All the goods flowing into the U.S. from overseas have produced a record trade deficit that must be financed by borrowing from abroad.

In 1987, the year Greenspan took over as Fed chairman, the U.S. had a deficit in its current account, the broadest measure of trade, of $160.7 billion. Last year, that deficit set a record of $668.1 billion and is projected to go even higher this year.

Like most economists, Greenspan is an ardent supporter of free trade and has said the current account deficit should improve gradually without destabilizing the U.S. economy.

Other economists worry that foreigners suddenly might decide to stop holding so many U.S. investments, driving down the dollar's value against other currencies, as well as U.S. stock and bond prices.

Greenspan also has a benign view about how the U.S. can deal with workers who have lost jobs and or seen their wages depressed because of foreign competition. He thinks the country can solve this problem by doing a better job of educating workers so they have the skills they need for the high-tech jobs of the future, rather than the low-skill jobs that increasingly are moving to other countries.

That solution, Greenspan believes, will help combat the growing wage inequality in the U.S. This trend has seen incomes for high-income Americans rise sharply while the wages of low-income workers have been stagnant.

According to figures from the Census Bureau, the top 20 percent of U.S. households earned 50.1 percent of all income last year while the bottom 20 percent received just 3.4 percent of total income.

Other analysts are not so sure that Greenspan's approach will work, especially given that high-tech jobs are being sent to countries with well-educated workers who earn far less than Americans.

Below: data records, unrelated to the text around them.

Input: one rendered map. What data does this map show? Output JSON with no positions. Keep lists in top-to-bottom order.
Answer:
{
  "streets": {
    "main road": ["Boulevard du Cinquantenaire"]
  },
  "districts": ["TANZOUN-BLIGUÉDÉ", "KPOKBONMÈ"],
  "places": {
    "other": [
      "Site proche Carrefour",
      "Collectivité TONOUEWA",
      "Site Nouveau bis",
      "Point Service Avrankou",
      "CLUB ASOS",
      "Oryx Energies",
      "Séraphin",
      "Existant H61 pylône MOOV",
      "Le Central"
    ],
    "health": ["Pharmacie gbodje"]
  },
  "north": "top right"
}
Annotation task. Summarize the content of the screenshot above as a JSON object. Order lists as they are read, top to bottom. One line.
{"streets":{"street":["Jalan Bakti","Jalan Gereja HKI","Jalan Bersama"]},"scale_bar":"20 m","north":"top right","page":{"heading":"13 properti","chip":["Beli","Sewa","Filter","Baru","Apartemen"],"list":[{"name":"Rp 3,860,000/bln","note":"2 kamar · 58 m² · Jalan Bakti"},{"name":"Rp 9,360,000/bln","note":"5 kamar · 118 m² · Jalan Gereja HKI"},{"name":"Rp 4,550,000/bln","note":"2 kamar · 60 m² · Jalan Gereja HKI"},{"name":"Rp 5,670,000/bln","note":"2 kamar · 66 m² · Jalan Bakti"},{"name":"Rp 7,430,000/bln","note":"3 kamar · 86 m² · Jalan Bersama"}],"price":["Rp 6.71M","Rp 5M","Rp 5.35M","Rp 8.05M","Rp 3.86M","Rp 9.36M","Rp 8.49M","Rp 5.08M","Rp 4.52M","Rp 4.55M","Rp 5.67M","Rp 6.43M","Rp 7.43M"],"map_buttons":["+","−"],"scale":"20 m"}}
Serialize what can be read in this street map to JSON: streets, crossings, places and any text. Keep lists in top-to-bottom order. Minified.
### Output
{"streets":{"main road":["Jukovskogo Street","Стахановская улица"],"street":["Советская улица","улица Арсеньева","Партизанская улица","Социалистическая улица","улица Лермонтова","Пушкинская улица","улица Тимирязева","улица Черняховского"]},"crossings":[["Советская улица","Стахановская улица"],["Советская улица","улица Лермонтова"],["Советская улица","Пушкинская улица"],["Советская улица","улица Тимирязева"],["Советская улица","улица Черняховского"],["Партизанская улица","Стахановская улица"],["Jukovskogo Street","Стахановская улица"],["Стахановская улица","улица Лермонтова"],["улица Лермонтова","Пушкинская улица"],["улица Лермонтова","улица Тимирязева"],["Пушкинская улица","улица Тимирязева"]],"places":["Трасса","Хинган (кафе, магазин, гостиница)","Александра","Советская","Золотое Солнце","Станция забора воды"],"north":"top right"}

"The idea that you can educate yourself out of this problem is not accurate any more," said Jared Bernstein, an economist at the Economic Policy Institute, a liberal think tank in Washington.

Greenspan had a different worry in recent congressional testimony. He said the Fed and other central banks will have to be diligent about fighting inflation once the beneficial effect of the huge increase in the global work force begins to wane.

Greenspan will step down as Fed chairman at the end of January, so that will be a problem for Ben Bernanke, his designated successor.